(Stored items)
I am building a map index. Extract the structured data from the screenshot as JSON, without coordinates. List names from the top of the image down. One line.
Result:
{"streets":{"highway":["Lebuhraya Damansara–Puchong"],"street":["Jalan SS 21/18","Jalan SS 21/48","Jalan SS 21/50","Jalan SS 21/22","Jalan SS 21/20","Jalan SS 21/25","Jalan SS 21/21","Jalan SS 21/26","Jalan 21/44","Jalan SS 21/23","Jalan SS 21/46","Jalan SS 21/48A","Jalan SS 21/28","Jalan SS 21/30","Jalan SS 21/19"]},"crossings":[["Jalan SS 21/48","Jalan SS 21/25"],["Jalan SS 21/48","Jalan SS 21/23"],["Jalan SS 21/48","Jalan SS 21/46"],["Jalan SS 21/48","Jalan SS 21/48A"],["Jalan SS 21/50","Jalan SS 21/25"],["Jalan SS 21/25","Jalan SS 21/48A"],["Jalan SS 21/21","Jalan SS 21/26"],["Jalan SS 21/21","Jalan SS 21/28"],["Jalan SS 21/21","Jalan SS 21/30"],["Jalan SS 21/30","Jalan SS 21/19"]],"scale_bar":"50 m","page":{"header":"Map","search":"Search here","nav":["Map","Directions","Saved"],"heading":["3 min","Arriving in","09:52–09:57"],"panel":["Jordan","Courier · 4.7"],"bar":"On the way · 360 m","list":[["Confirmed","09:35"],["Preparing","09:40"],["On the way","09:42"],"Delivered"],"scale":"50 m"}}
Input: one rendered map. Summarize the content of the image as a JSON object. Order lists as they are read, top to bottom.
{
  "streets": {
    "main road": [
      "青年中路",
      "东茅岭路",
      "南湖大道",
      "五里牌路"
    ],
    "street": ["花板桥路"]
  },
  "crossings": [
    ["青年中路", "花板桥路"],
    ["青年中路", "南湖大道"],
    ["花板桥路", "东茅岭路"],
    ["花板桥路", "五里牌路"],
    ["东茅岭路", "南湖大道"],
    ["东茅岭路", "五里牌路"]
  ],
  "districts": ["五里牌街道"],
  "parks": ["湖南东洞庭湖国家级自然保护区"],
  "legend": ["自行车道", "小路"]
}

▶ _Your objective_
An acceptable answer repeats every entry exactly, with nothing omitted.

▶ _Your solution_
I am building a map index. Extract the structured data from the screenshot as JSON, without coordinates. List names from the top of the image down. One line.
Result:
{"streets":{"highway":["Lebuhraya Damansara–Puchong"],"street":["Jalan SS 21/18","Jalan SS 21/48","Jalan SS 21/50","Jalan SS 21/22","Jalan SS 21/20","Jalan SS 21/25","Jalan SS 21/21","Jalan SS 21/26","Jalan 21/44","Jalan SS 21/23","Jalan SS 21/46","Jalan SS 21/48A","Jalan SS 21/28","Jalan SS 21/30","Jalan SS 21/19"]},"crossings":[["Jalan SS 21/48","Jalan SS 21/25"],["Jalan SS 21/48","Jalan SS 21/23"],["Jalan SS 21/48","Jalan SS 21/46"],["Jalan SS 21/48","Jalan SS 21/48A"],["Jalan SS 21/50","Jalan SS 21/25"],["Jalan SS 21/25","Jalan SS 21/48A"],["Jalan SS 21/21","Jalan SS 21/26"],["Jalan SS 21/21","Jalan SS 21/28"],["Jalan SS 21/21","Jalan SS 21/30"],["Jalan SS 21/30","Jalan SS 21/19"]],"scale_bar":"50 m","page":{"header":"Map","search":"Search here","nav":["Map","Directions","Saved"],"heading":["3 min","Arriving in","09:52–09:57"],"panel":["Jordan","Courier · 4.7"],"bar":"On the way · 360 m","list":[["Confirmed","09:35"],["Preparing","09:40"],["On the way","09:42"],"Delivered"],"scale":"50 m"}}
Input: one rendered map. Summarize the content of the image as a JSON object. Order lists as they are read, top to bottom.
{
  "streets": {
    "main road": [
      "青年中路",
      "东茅岭路",
      "南湖大道",
      "五里牌路"
    ],
    "street": ["花板桥路"]
  },
  "crossings": [
    ["青年中路", "花板桥路"],
    ["青年中路", "南湖大道"],
    ["花板桥路", "东茅岭路"],
    ["花板桥路", "五里牌路"],
    ["东茅岭路", "南湖大道"],
    ["东茅岭路", "五里牌路"]
  ],
  "districts": ["五里牌街道"],
  "parks": ["湖南东洞庭湖国家级自然保护区"],
  "legend": ["自行车道", "小路"]
}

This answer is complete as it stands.